175 /* Reset the file list. These are recursive mutexes. */

176 fresetlockfiles ();

177

178 /* Reset locks in the I/O code. */

179 _IO_list_resetlock ();

180

181 /* Reset the lock the dynamic loader uses to protect its data. */

182 __rtld_lock_initialize (GL(dl_load_lock));

183

However, the violation of #2 above is at the mercy of 3rd party library, whoever installs whatever "pthread_atfork()" handlers. User of "fork()" has no such control and has to be on the constant watching out.

you can still state that "fork()" is async signal safe, and blame 3rd party code violates the "async signal safe" rule, but that is largely not a practical thing to do. It is much more practical to just say "fork()" is not async signal safe and just don't use it inside a handler, and shut down signal handling right before calling "fork()").

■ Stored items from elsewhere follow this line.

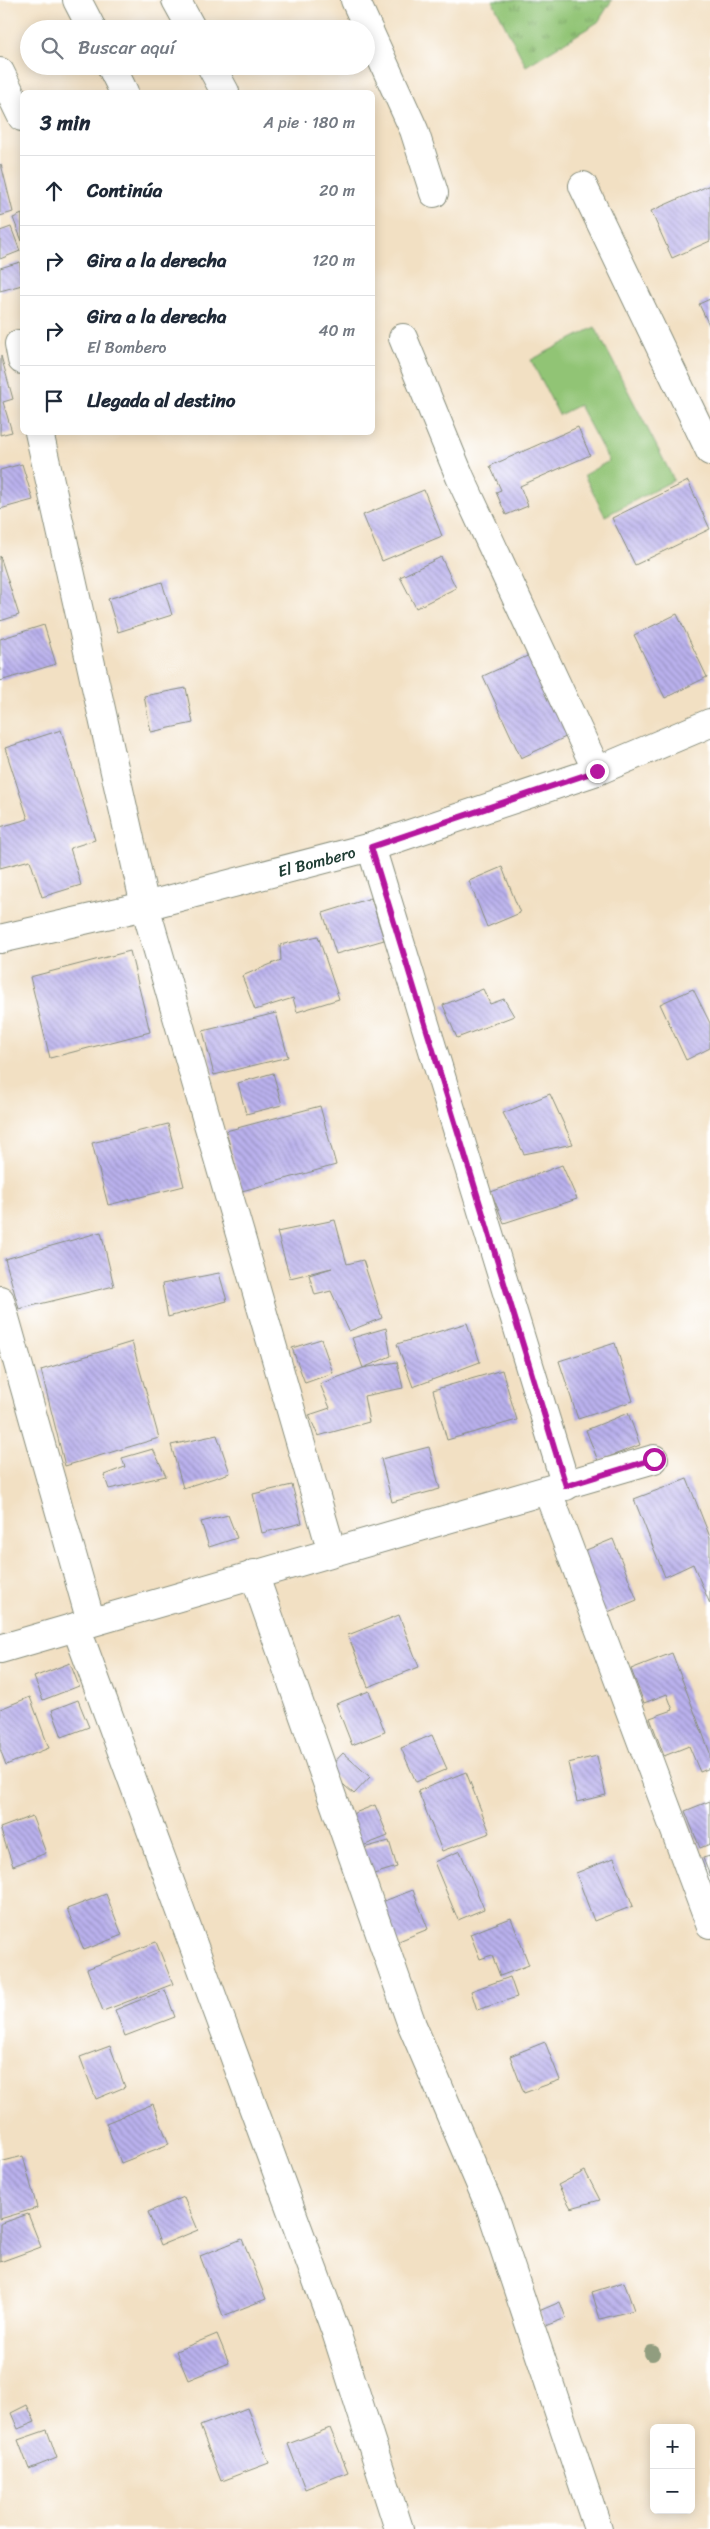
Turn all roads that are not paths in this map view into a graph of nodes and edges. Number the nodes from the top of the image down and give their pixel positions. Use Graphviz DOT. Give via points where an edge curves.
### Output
graph roads {
  1 [pos="77,0"];
  2 [pos="176,0"];
  3 [pos="355,0"];
  4 [pos="87,20"];
  5 [pos="187,20"];
  6 [pos="364,20"];
  7 [pos="375,44"];
  8 [pos="0,72"];
  9 [pos="116,75"];
  10 [pos="216,75"];
  11 [pos="123,90"];
  12 [pos="224,90"];
  13 [pos="14,118"];
  14 [pos="583,186"];
  15 [pos="434,193"];
  16 [pos="403,338"];
  17 [pos="40,435"];
  18 [pos="710,451"];
  19 [pos="710,723"];
  20 [pos="597,771"];
  21 [pos="371,847"];
  22 [pos="146,906"];
  23 [pos="0,939"];
  24 [pos="0,1300"];
  25 [pos="654,1459"];
  26 [pos="557,1489"];
  27 [pos="332,1552"];
  28 [pos="254,1574"];
  29 [pos="84,1625"];
  30 [pos="0,1649"];
  31 [pos="710,1924"];
  32 [pos="399,2529"];
  33 [pos="598,2529"];
  1 -- 4 [label="street"];
  2 -- 5 [label="street"];
  3 -- 6 [label="street"];
  7 -- 15 [label="street" via="414,130"];
  8 -- 13 [label="street"];
  9 -- 11 [label="street"];
  10 -- 12 [label="street"];
  14 -- 18 [label="street"];
  16 -- 20 [label="street" via="460,477"];
  17 -- 22 [label="street"];
  19 -- 20 [label="street, El Bombero"];
  20 -- 21 [label="street, El Bombero"];
  21 -- 22 [label="street, El Bombero"];
  21 -- 26 [label="street"];
  22 -- 23 [label="street, El Bombero"];
  22 -- 27 [label="street"];
  24 -- 29 [label="street"];
  25 -- 26 [label="street"];
  26 -- 27 [label="street"];
  26 -- 31 [label="street"];
  27 -- 28 [label="street"];
  28 -- 29 [label="street"];
  28 -- 33 [label="street" via="412,2025 490,2210"];
  29 -- 30 [label="street"];
  29 -- 32 [label="street" via="336,2332"];
}
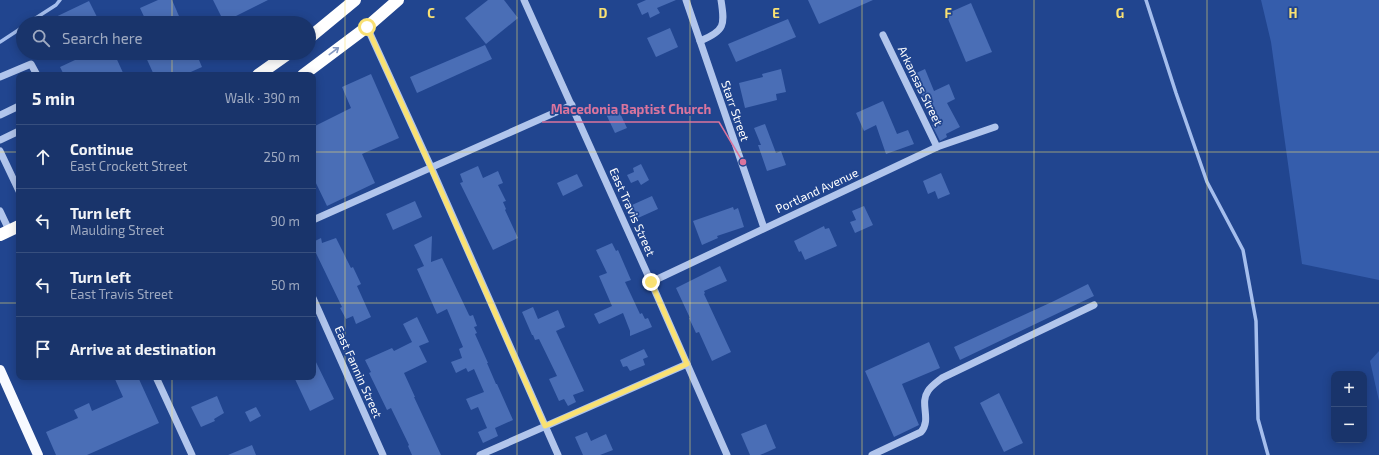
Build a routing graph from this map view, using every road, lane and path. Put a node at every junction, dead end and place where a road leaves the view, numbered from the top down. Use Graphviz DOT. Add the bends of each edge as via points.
graph roads {
  1 [pos="356,0"];
  2 [pos="398,0"];
  3 [pos="524,0"];
  4 [pos="686,0"];
  5 [pos="721,0"];
  6 [pos="367,27"];
  7 [pos="316,33"];
  8 [pos="883,35"];
  9 [pos="700,41"];
  10 [pos="279,60"];
  11 [pos="35,72"];
  12 [pos="262,72"];
  13 [pos="307,72"];
  14 [pos="0,78"];
  15 [pos="572,105"];
  16 [pos="16,107"];
  17 [pos="0,114"];
  18 [pos="995,127"];
  19 [pos="16,132"];
  20 [pos="0,140"];
  21 [pos="937,147"];
  22 [pos="0,151"];
  23 [pos="431,168"];
  24 [pos="16,185"];
  25 [pos="0,211"];
  26 [pos="316,219"];
  27 [pos="764,228"];
  28 [pos="9,230"];
  29 [pos="651,282"];
  30 [pos="316,305"];
  31 [pos="1094,305"];
  32 [pos="687,364"];
  33 [pos="0,370"];
  34 [pos="157,380"];
  35 [pos="545,426"];
  36 [pos="38,455"];
  37 [pos="192,455"];
  38 [pos="383,455"];
  39 [pos="480,455"];
  40 [pos="558,455"];
  41 [pos="727,455"];
  42 [pos="872,455"];
  1 -- 7 [label="highway"];
  2 -- 6 [label="highway"];
  3 -- 15 [label="street, East Travis Street"];
  4 -- 9 [label="street, Starr Street"];
  5 -- 9 [label="street" via="721,27"];
  13 -- 6 [label="highway, one-way"];
  6 -- 23 [label="street"];
  8 -- 21 [label="street, Arkansas Street"];
  9 -- 27 [label="street, Starr Street"];
  10 -- 12 [label="highway"];
  11 -- 14 [label="street" via="31,64"];
  15 -- 23 [label="street"];
  15 -- 29 [label="street, East Travis Street"];
  16 -- 17 [label="street"];
  18 -- 21 [label="street, Portland Avenue"];
  19 -- 20 [label="street"];
  21 -- 27 [label="street, Portland Avenue"];
  22 -- 24 [label="street"];
  23 -- 26 [label="street"];
  23 -- 35 [label="street"];
  25 -- 28 [label="street"];
  27 -- 29 [label="street, Portland Avenue"];
  29 -- 32 [label="street, East Travis Street"];
  30 -- 38 [label="street, East Fannin Street"];
  31 -- 42 [label="street" via="942,378 927,392 924,401 925,427 921,432"];
  32 -- 35 [label="street"];
  32 -- 41 [label="street, East Travis Street"];
  33 -- 36 [label="main road"];
  34 -- 37 [label="street"];
  35 -- 39 [label="street"];
  35 -- 40 [label="street"];
}
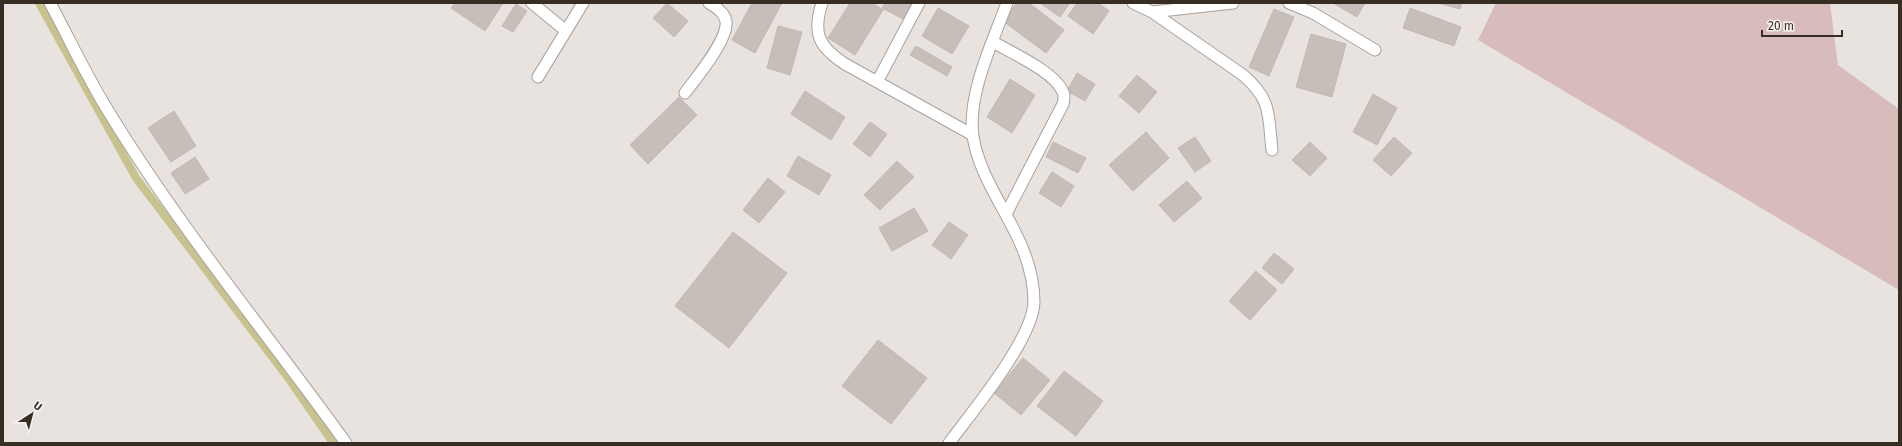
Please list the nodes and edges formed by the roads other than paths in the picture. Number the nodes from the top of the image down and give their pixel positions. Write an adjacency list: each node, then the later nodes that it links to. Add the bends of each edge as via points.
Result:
1 (50, 3): 21 (street, via 107,109 154,181 209,261)
2 (532, 3): 12 (street)
3 (583, 3): 12 (street)
4 (709, 3): 17 (street, via 726,18 725,30 720,42)
5 (822, 3): 16 (street, via 818,31 823,45 837,58)
6 (919, 3): 16 (street)
7 (1007, 3): 13 (street)
8 (1133, 3): 11 (street)
9 (1233, 3): 11 (street)
10 (1289, 3): 14 (street, via 1313,13)
11 (1152, 12): 19 (street, via 1243,75 1260,91 1267,107)
12 (566, 31): 15 (street)
13 (993, 42): 18 (street, via 979,78); 20 (street, via 1048,75 1060,86 1065,98)
14 (1375, 50)
15 (538, 78)
16 (877, 82): 18 (street)
17 (685, 93)
18 (973, 135): 20 (street, via 983,169)
19 (1272, 150)
20 (1006, 214): 22 (street, via 1018,238 1032,283 1034,303 1030,320 1001,374)
21 (346, 443)
22 (949, 443)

One last interesting note: POSIX never officially kicked "fork()" out of "async signal safe" list:

http://pubs.opengroup.org/onlinepubs/9699919799/functions/V2_chap02.html#tag_15_04

Summary: To be "async signal safe", code has to be reentrant, which means code cannot change global state, or lock any mutex, or calling "malloc/free", or any other code that does above. "fork()" GNU implementation mostly satisfy the above, except it allows 3rd party library to install "pthread_atfork()" handler. Those handler can easily violate the reentrancy rules hence rendering "fork()" not safe to use with signal.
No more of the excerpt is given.